É a multiplicidade dos usos ou dos aspectos do pensar que lhe dá essa fisionomia essencialmente esfarrapada
Pensamento e natureza: farrapos

Bento Prado Jr.

Não é apenas de nossos próximos (familiares, alunos, sócios, vizinhos...) que esperamos um bom comportamento. Sem regras, o mundo não seria um mundo, mas um caos i-mundo. Não é à toa que Jankelevitch pensa os "modos do ser" levando em conta as "maneiras" catalogadas por Baltazar Gracián: ninguém pode apresentar-se à corte vestido de farrapos. O bom comportamento do mundo parece algo como um postulado do pensamento, seja filosófico, seja científico. Quando Einstein dizia "o incompreensível é que o mundo seja compreensível", nada mais fazia do que exprimir seu espanto diante da eficácia desse postulado, exibindo sua aparente gratuidade, isto é, exatamente sua condição de postulado. Que é um postulado? Literalmente, um pedido. Os "Elementos" de Euclides pedem que o leitor lhes conceda a verdade dos postulados, quase como numa argumentação dialética: "Se você me conceder que... então terá que aceitar que...". O que espanta Einstein é justamente que esse postulado demasiado humano ("comporte-se bem, entre espontaneamente na armadilha, concorde com os esquemas que armamos previamente para capturá-lo!") seja tão docilmente atendido pelo mundo bruto, pré e inumano.
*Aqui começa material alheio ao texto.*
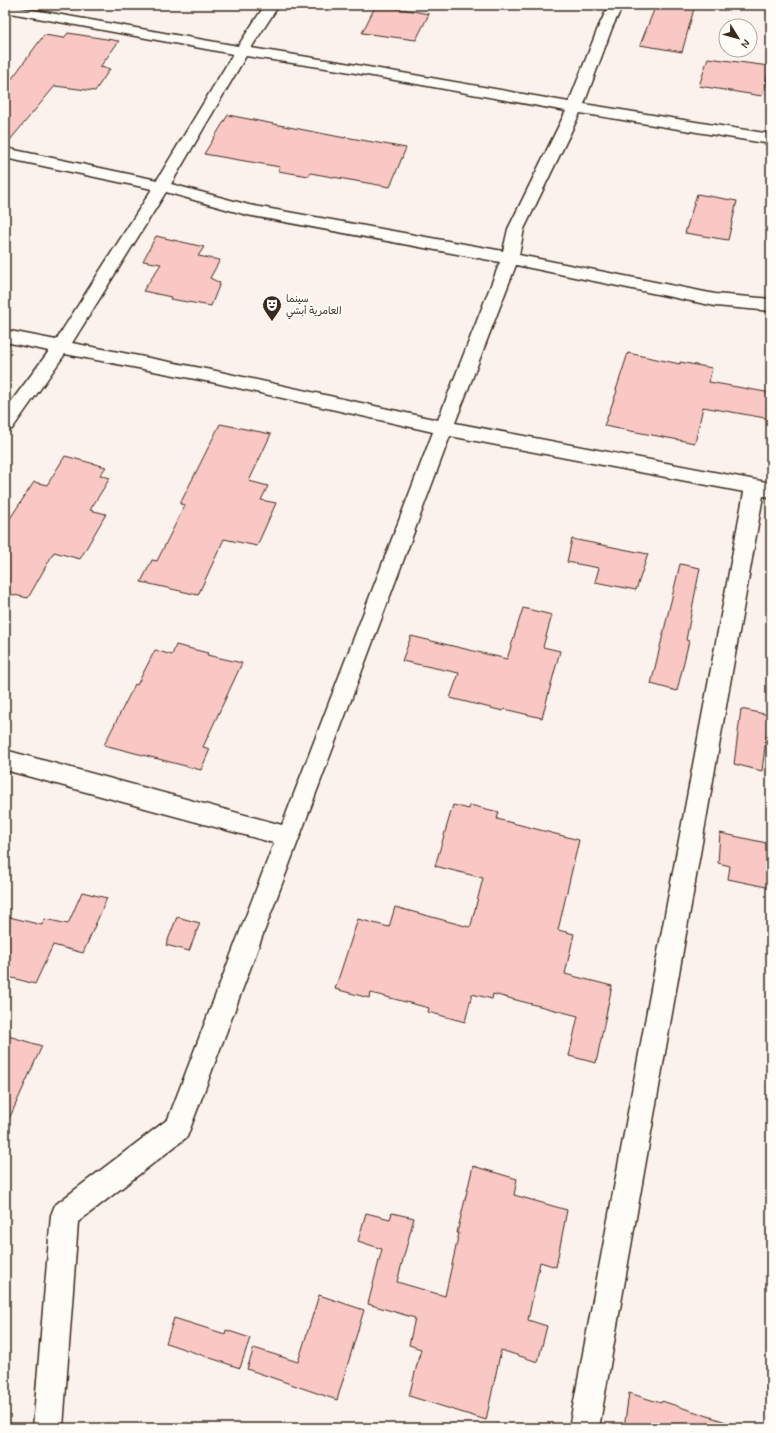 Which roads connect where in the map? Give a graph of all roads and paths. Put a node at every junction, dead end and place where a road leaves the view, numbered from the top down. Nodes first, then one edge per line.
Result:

O postulado é antigo: os gregos podiam admitir que o mundo parecesse caótico, mas essa aparência remetia à ordem mais funda de uma "physis" regular. Mesmo se o caos é admitido como fato real, ele sucede ou precede necessariamente a instauração do cosmo. Aí, decididamente, a desordem é um caso particular da ordem imperante na natureza e no pensamento, tanto na "physis" como no "nous" ou no "logos".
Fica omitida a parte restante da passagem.